If you haven't actual numbers from your own measurements, I guess they could be taken from these slides. In this case, for the users/maintainers will be more motivation to use during the Clang build process.
That's a good point. I'd probably prefer to do fresh measurements since they are liable to change and I'd want to get them on the exact configuration under consideration since things like the specific tasks used for performance training, instrumentation vs sampling for profile collection, and specific versions of the code can make fairly big differences.
It shouldn't take too much effort to generate some performance numbers, just a little bit of time to go through all the benchmarking.
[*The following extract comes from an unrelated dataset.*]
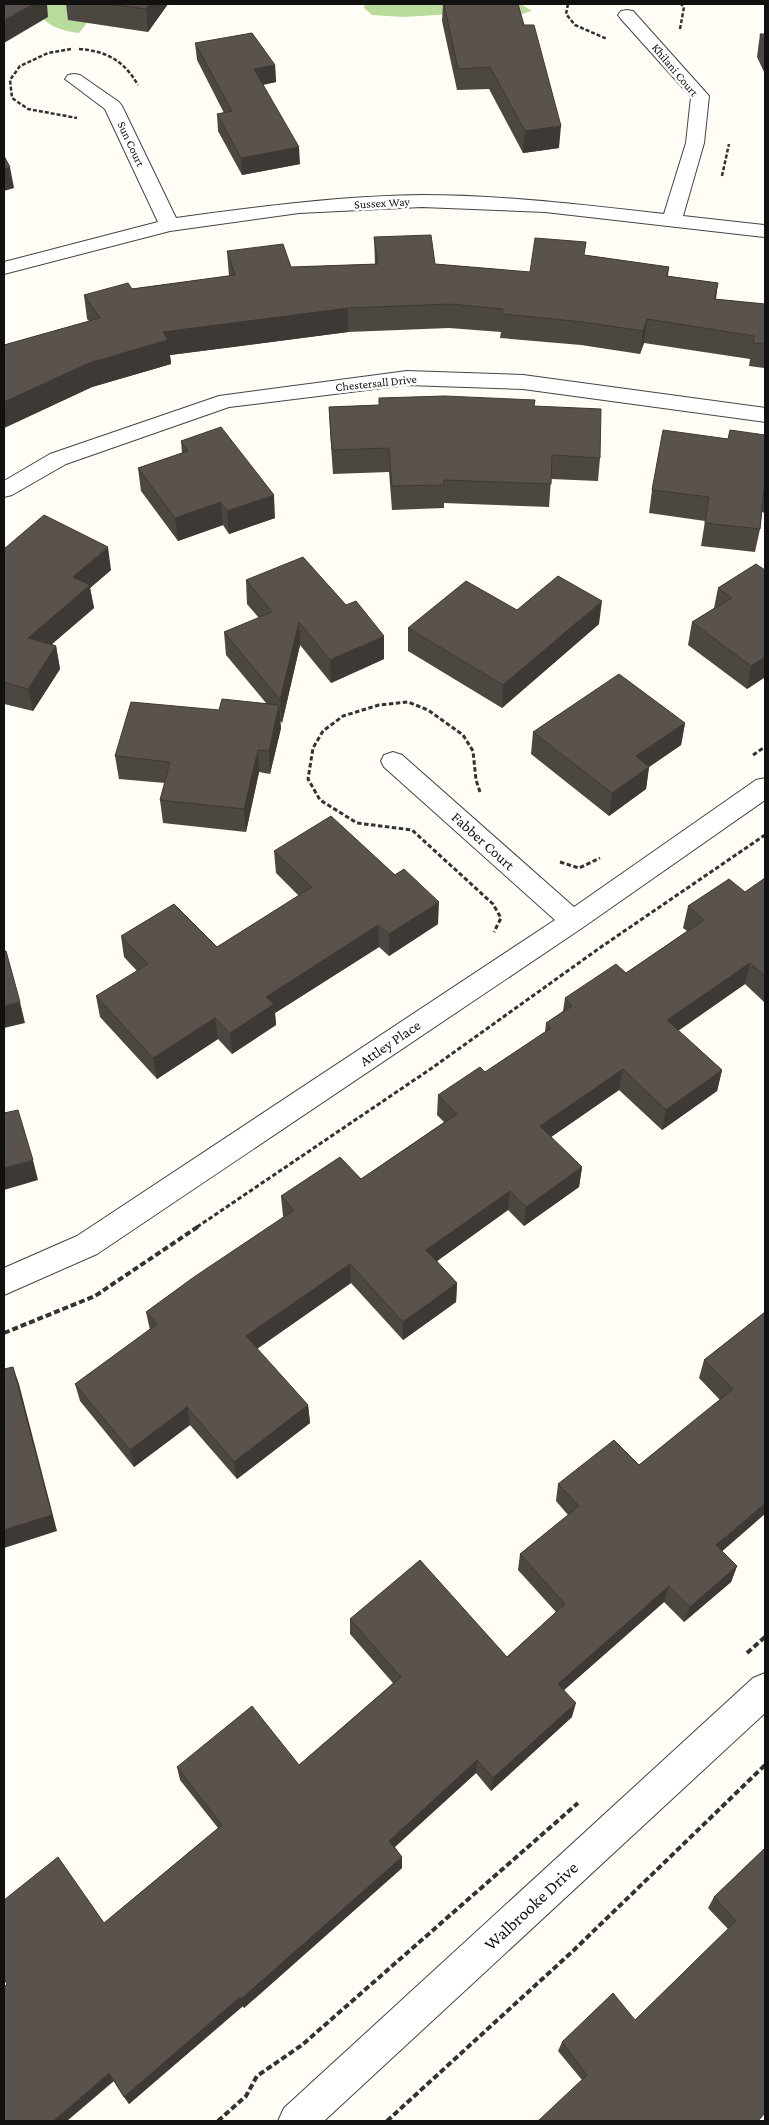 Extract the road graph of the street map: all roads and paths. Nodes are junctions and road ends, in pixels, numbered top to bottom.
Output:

I have created a while ago some results with a static llvm/clang build here: https://github.com/ptr1337/llvm-bolt-scripts/blob/master/results.md
They could vary a bit, since they were tested against llvm 15 and with instrumentation. The performance benefit with LBR should be bigger.
Also a little note: Bolting clang with a shared build (like archlinux and other distributions does provide it) does not make much sense, since the "libLLVM.so" needs to be optimized in shared builds. I also talked with aapuov a bit and he said, that optimizing shared builds makes "not much sense" since they don't focus on performance.
More results on BOLTing Clang from Android project - link.
Here some new results on a ZEN 4 7950X3D: Clang 16 ThinLTO + PGO:
real 3m1.740s
user 87m25.048s
sys 5m31.901s
Clang 16 ThinLTO + PGO + BOLT
real 3m13.146s
user 92m23.847s
sys 5m37.822s
So ca. 7.5 % improvement. The time is the build of the projects clang and llvm.
There is a great article in the official LLVM documentation "How to build Clang and LLVM with Profile-Guided Optimization".
I suggest adding an additional article (or extending the existing one) with information on how to build Clang and LLVM with LLVM Bolt. Clang already supports building with BOLT with CMake scripts.
We need to add the following information to the documentation:
Having this information in the official documentation improves the visibility of the additional way to improve Clang performance with LLVM-native optimization tooling.